« Vers la crise du capitalisme américain ? » fut rédigé en 2005. À l’époque, je ne me préoccupais pas de la manière précise dont la crise – qui me semblait pourtant inévitable – se déroulerait, je m’intéressais à son cadre général et j’entendais démontrer son inéluctabilité.
Le secteur « sous–prime » (subprime) de l’immobilier américain, celui qui accorde des prêts au logement à des populations qui ne disposent pas en réalité des moyens nécessaires, se trouvait dans un état que je comparerais à l’état dit de « surfusion » en physique. Du fait que l’on abaisse la température d’un liquide de manière lente et progressive, on parvient à descendre en–dessous du seuil de solidification sans que celle–ci ait cependant lieu. Le liquide est désormais dans un état instable et le moindre incident, tel qu’un choc léger, précipite sa solidification. Le secteur « sous–prime » se trouvait littéralement en état de surfusion et il n’est pas étonnant dans ces conditions que la crise ait débuté précisément là.

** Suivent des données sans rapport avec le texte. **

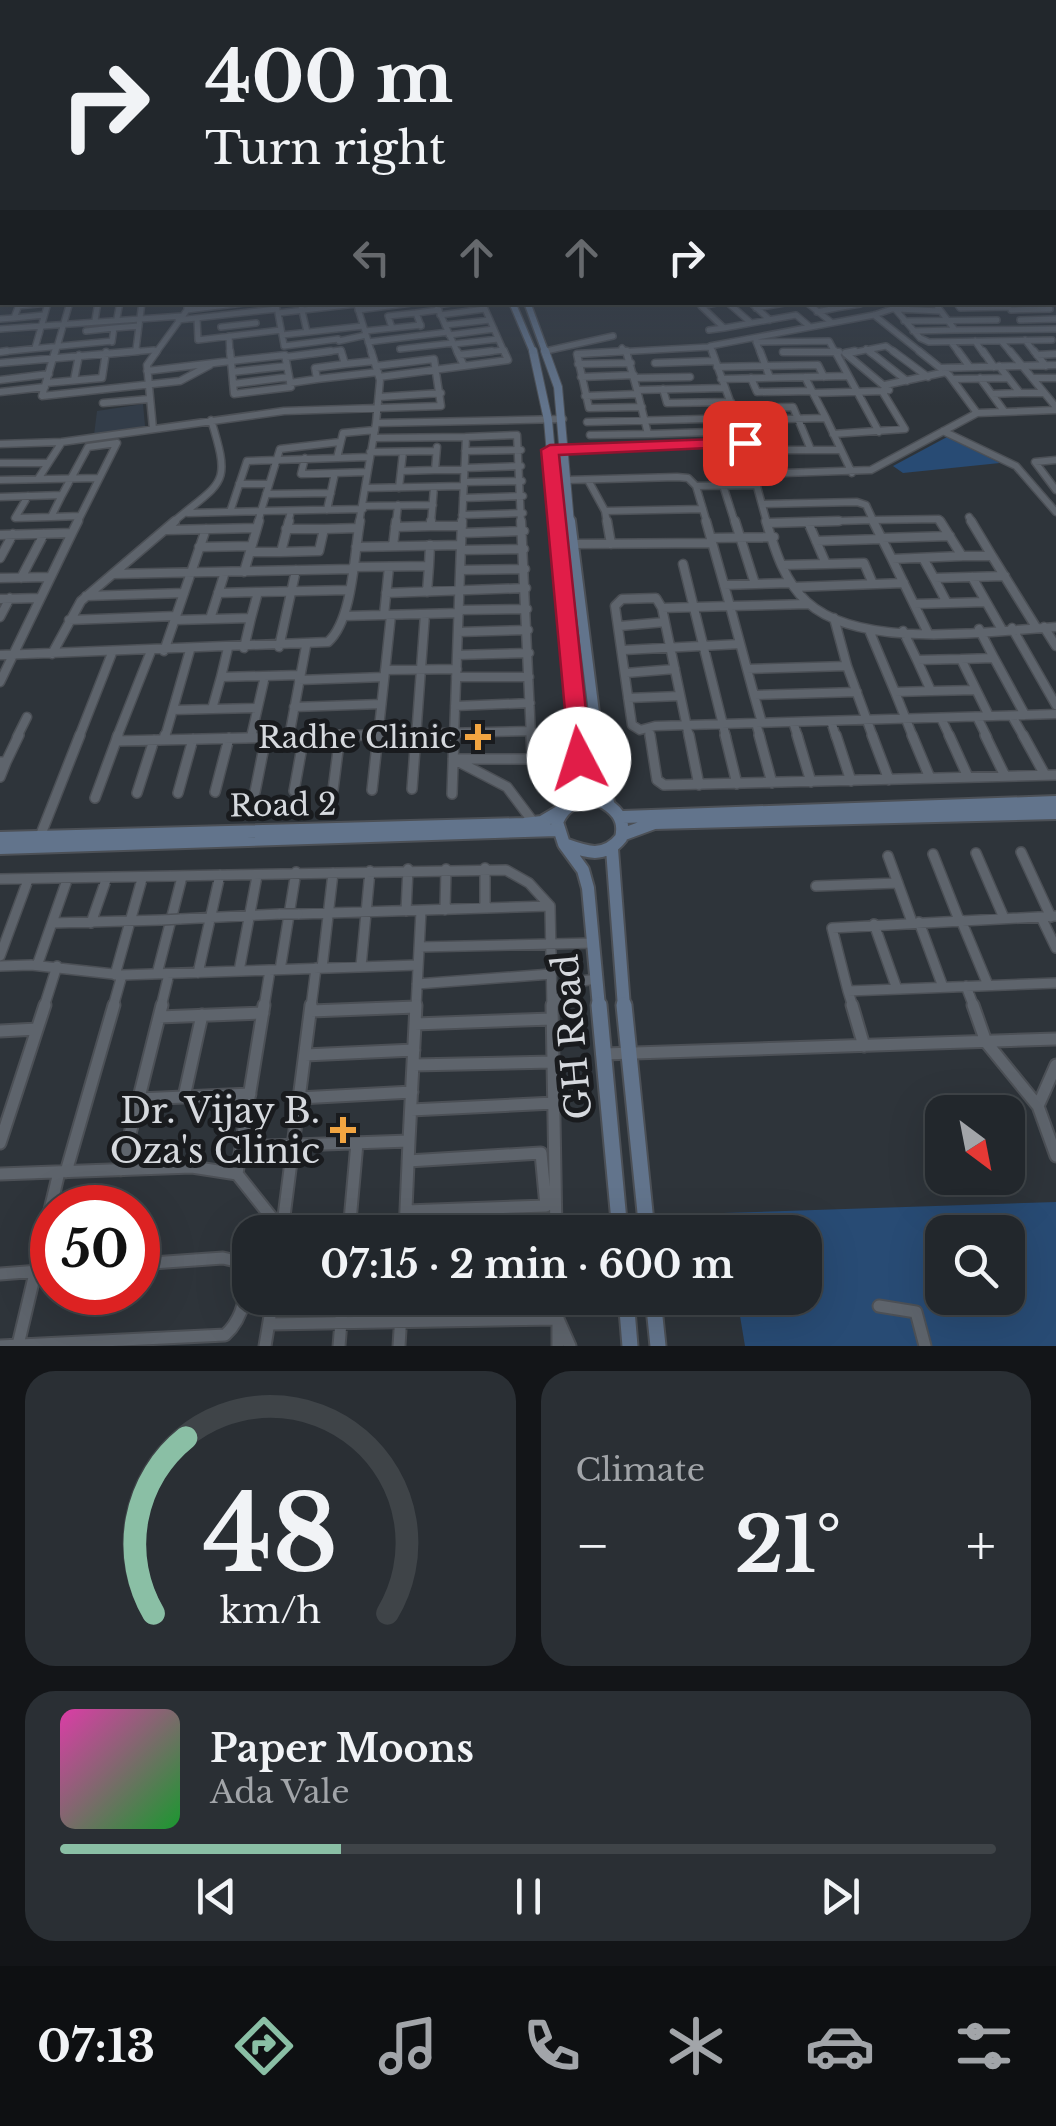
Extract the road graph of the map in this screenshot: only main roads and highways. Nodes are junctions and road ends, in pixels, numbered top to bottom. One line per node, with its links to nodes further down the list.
1 (513, 305): 5 (main road)
2 (530, 305): 4 (main road)
3 (1056, 802): 7 (main road)
4 (608, 803): 5 (main road); 7 (main road)
5 (565, 807): 9 (main road); 11 (main road, Road 2)
6 (1056, 812): 8 (main road)
7 (623, 817): 8 (main road)
8 (624, 834): 13 (main road)
9 (560, 837): 11 (main road, Road 2); 13 (main road); 14 (main road, GH Road)
10 (0, 838): 11 (main road, Road 2)
11 (38, 841): 12 (main road, Road 2)
12 (0, 848)
13 (612, 849): 15 (main road, GH Road)
14 (618, 1215)
15 (645, 1215)
16 (627, 1315): 18 (main road)
17 (655, 1315): 19 (main road)
18 (630, 1346)
19 (658, 1346)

La faillite de la société de crédit foncier New Century, que j’évoquais dans mon blog du 10 mars intitulé « Deux semaines plus tard… », fut occasionnée par le désistement soudain des organismes financiers qui l’alimentaient en fonds de roulement à court terme. Sur un espace de vingt–cinq jours, le numéro deux du secteur « sous–prime » passa d’une simple prise de conscience de ses difficultés de trésorerie à sa déclaration de faillite. La débâcle d’Enron en décembre 2001, dans un contexte très similaire, avait elle pris trente–huit jours. Jeffrey K. Skilling, le PDG de la firme, devait comparer lors de son procès cette chute fulgurante à une panique bancaire, quand, à la suite d’une simple rumeur, un nombre trop élevé de déposants se bousculent pour retirer leurs fonds et acculent ainsi une banque, sinon solvable, à devoir déposer son bilan.

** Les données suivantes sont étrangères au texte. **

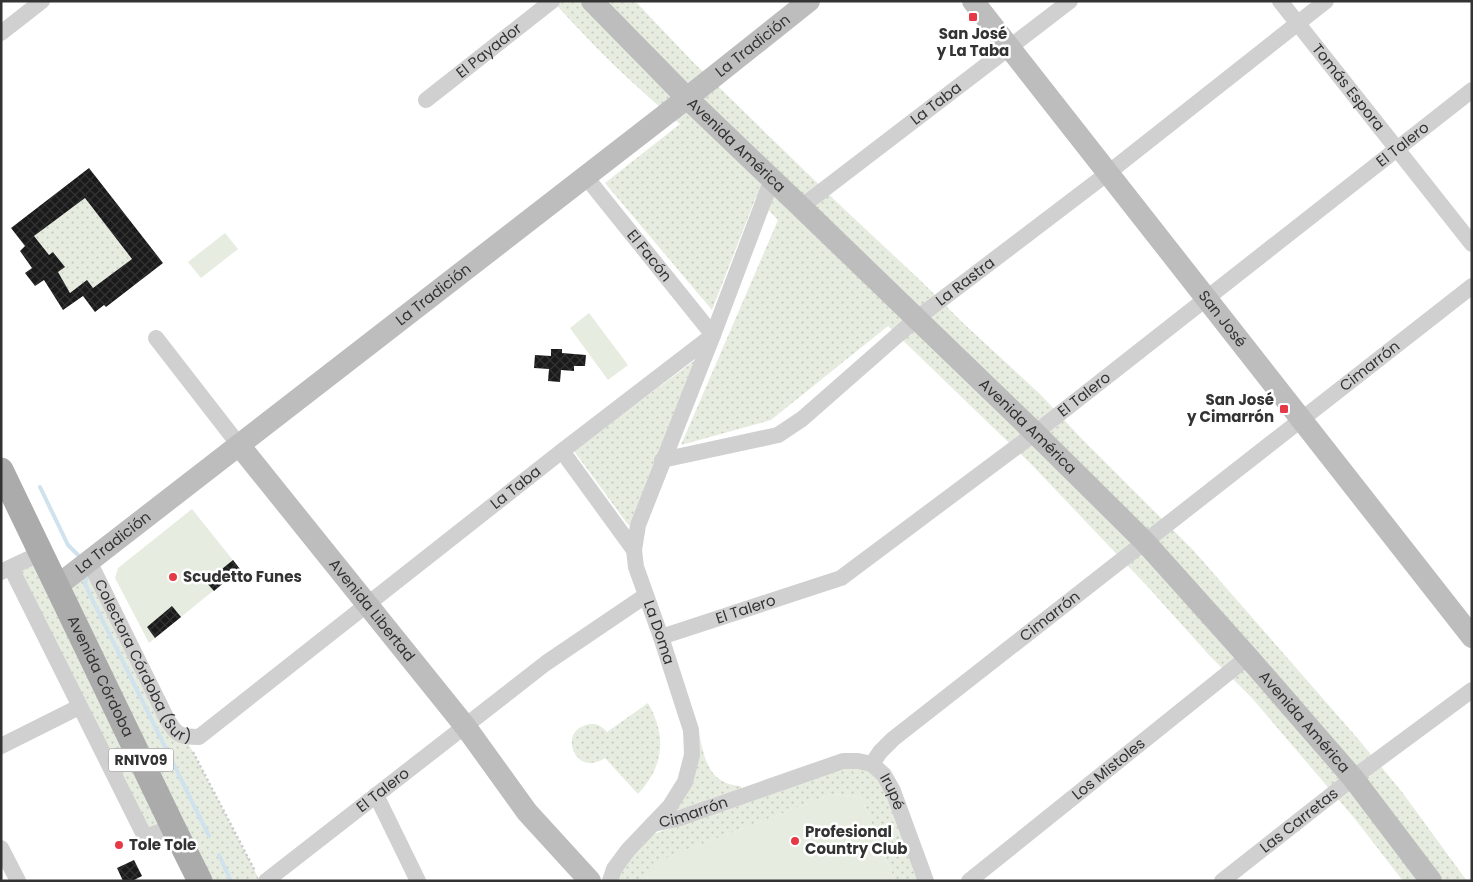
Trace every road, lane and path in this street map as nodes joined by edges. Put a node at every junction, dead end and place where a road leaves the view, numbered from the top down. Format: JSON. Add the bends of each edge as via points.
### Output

L’aspect positif de tels désistements par les prêteurs de fonds est qu’ils contiennent le mal : en retirant brutalement leur mise, les créanciers préviennent tout effet de contagion. S’ils avaient laissé pourrir la situation, ils auraient au contraire multiplié les chances de se voir eux–mêmes bientôt engouffrés. L’aspect négatif de ces réponses rapides est que leur caractère spectaculaire les met à la une de l’actualité, laissant libre cours aux analogies que le public, comme les journalistes qui leur ont révélé l’« affaire », peuvent alors lui découvrir dans des domaines parfois éloignés, permettant ainsi à la panique de métastaser et à un problème purement local de se généraliser.

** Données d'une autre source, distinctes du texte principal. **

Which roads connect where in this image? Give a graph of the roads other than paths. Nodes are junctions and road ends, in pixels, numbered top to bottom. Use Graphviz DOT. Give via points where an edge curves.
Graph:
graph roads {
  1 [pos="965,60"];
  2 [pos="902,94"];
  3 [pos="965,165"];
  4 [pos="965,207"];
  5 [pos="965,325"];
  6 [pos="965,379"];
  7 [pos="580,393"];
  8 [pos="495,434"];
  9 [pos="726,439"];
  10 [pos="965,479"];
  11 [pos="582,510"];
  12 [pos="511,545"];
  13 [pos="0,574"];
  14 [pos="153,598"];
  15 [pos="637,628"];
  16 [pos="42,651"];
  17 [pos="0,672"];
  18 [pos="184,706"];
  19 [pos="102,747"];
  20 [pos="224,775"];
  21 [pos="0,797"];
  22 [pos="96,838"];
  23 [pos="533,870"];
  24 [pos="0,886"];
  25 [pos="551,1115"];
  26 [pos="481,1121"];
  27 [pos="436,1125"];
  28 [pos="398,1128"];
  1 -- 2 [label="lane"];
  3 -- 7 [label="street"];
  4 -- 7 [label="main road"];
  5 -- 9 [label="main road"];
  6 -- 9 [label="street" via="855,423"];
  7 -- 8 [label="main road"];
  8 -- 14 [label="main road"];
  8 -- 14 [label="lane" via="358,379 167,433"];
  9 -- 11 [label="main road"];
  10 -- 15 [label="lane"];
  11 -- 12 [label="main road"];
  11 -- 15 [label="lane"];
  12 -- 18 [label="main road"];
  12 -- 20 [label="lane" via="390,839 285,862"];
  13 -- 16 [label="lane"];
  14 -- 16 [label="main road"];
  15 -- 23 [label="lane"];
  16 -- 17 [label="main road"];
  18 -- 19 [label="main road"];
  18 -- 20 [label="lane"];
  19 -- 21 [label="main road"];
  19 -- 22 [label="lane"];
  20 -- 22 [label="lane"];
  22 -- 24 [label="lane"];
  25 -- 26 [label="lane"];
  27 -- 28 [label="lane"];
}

Dans les semaines et les mois à venir, les secteurs à surveiller comme localisations de métastases éventuelles sont les prêts hypothécaires additionnels permettant de mettre en gage les fonds captifs dans les murs, les « Home Equity Line of Credit » (HELOC), ainsi que les prêts
« Alternative A » (Alt–A) qui se distinguent des cas de « mortgage » classiques par une caractéristique majeure, le plus souvent le fait que l’emprunteur n’a pas soumis de documents établissant la preuve de ses revenus et de ses avoirs ; la presse américaine a qualifié ce type de prêts de « liars’ loans » : « prêts pour menteurs ». Tout un programme !
@Khanard et Pascal Pour moi, Marianne reste un média de gauche ou de centre gauche, heureusement, il n’est pas encore…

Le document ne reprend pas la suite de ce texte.